Gedaagde heeft voor zijn verweer verwezen naar de stukken.
Het geding is behandeld ter zitting van 24 maart 2005, waar appellante, zoals tevoren bericht, niet is verschenen. Gedaagde heeft zich laten vertegenwoordigen door mr. T. Rijnten, werkzaam bij het Ministerie van Financiën.
1. Voor een uitgebreidere weergave van de in dit geding van belang zijnde feiten en omstandigheden wordt verwezen naar de aangevallen uitspraak.
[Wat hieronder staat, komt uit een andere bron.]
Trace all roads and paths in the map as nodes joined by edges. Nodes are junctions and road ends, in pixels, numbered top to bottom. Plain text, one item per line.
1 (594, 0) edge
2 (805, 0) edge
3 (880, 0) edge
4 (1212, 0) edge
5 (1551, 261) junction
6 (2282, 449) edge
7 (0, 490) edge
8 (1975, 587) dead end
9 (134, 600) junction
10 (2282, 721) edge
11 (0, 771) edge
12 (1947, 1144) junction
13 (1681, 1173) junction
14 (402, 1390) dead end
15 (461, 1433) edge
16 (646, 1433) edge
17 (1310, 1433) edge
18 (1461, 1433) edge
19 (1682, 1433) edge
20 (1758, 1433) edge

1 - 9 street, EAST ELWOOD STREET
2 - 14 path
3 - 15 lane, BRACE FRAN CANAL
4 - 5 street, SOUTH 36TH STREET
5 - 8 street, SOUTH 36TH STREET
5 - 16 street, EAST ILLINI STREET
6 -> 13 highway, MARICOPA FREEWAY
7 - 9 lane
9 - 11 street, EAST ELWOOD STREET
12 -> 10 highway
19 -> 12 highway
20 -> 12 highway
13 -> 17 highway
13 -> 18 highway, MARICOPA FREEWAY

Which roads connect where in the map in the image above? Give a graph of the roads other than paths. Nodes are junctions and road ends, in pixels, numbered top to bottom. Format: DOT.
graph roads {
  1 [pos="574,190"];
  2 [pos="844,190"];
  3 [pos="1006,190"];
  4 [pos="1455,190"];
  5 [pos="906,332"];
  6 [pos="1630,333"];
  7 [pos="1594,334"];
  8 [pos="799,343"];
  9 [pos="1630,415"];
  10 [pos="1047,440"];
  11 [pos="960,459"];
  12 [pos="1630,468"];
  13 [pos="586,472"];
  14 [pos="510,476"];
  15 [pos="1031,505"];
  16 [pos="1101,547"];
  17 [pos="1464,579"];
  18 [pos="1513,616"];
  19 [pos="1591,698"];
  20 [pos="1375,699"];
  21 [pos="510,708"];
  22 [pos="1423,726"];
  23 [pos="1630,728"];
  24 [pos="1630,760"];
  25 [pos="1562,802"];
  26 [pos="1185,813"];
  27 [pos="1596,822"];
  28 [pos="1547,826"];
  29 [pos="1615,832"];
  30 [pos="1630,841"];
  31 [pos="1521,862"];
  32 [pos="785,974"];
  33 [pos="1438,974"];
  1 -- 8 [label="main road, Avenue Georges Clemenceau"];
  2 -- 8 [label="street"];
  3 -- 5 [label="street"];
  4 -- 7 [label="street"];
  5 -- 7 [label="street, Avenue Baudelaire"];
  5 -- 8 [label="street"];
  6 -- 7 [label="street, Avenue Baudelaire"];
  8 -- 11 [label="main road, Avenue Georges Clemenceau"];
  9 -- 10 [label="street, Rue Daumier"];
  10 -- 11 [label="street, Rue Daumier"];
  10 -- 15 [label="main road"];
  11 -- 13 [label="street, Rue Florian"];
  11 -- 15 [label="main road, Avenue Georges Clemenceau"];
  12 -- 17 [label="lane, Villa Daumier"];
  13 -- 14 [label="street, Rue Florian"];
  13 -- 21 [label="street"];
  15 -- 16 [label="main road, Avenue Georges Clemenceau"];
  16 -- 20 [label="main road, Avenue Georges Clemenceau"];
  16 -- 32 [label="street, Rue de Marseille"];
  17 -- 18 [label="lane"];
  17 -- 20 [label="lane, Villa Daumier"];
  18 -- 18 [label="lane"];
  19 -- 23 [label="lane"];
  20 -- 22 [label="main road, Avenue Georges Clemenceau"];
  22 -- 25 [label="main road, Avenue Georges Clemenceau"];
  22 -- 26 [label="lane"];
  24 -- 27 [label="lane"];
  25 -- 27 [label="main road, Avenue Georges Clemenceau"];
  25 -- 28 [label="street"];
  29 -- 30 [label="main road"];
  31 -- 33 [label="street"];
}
De Raad volstaat met het volgende.
1.1. Bij besluit van 22 januari 2001 heeft gedaagde appellante desgevraagd alsnog met ingang van 1 januari 2001 een tegemoetkoming op grond van het Besluit tegemoetkoming ziektekosten rijkspersoneel (Btzr) toegekend met betrekking tot haar partner die met ingang van 1 januari 2000 als zelfstandige verplicht verzekerd is krachtens de Ziekenfondswet (Zfw).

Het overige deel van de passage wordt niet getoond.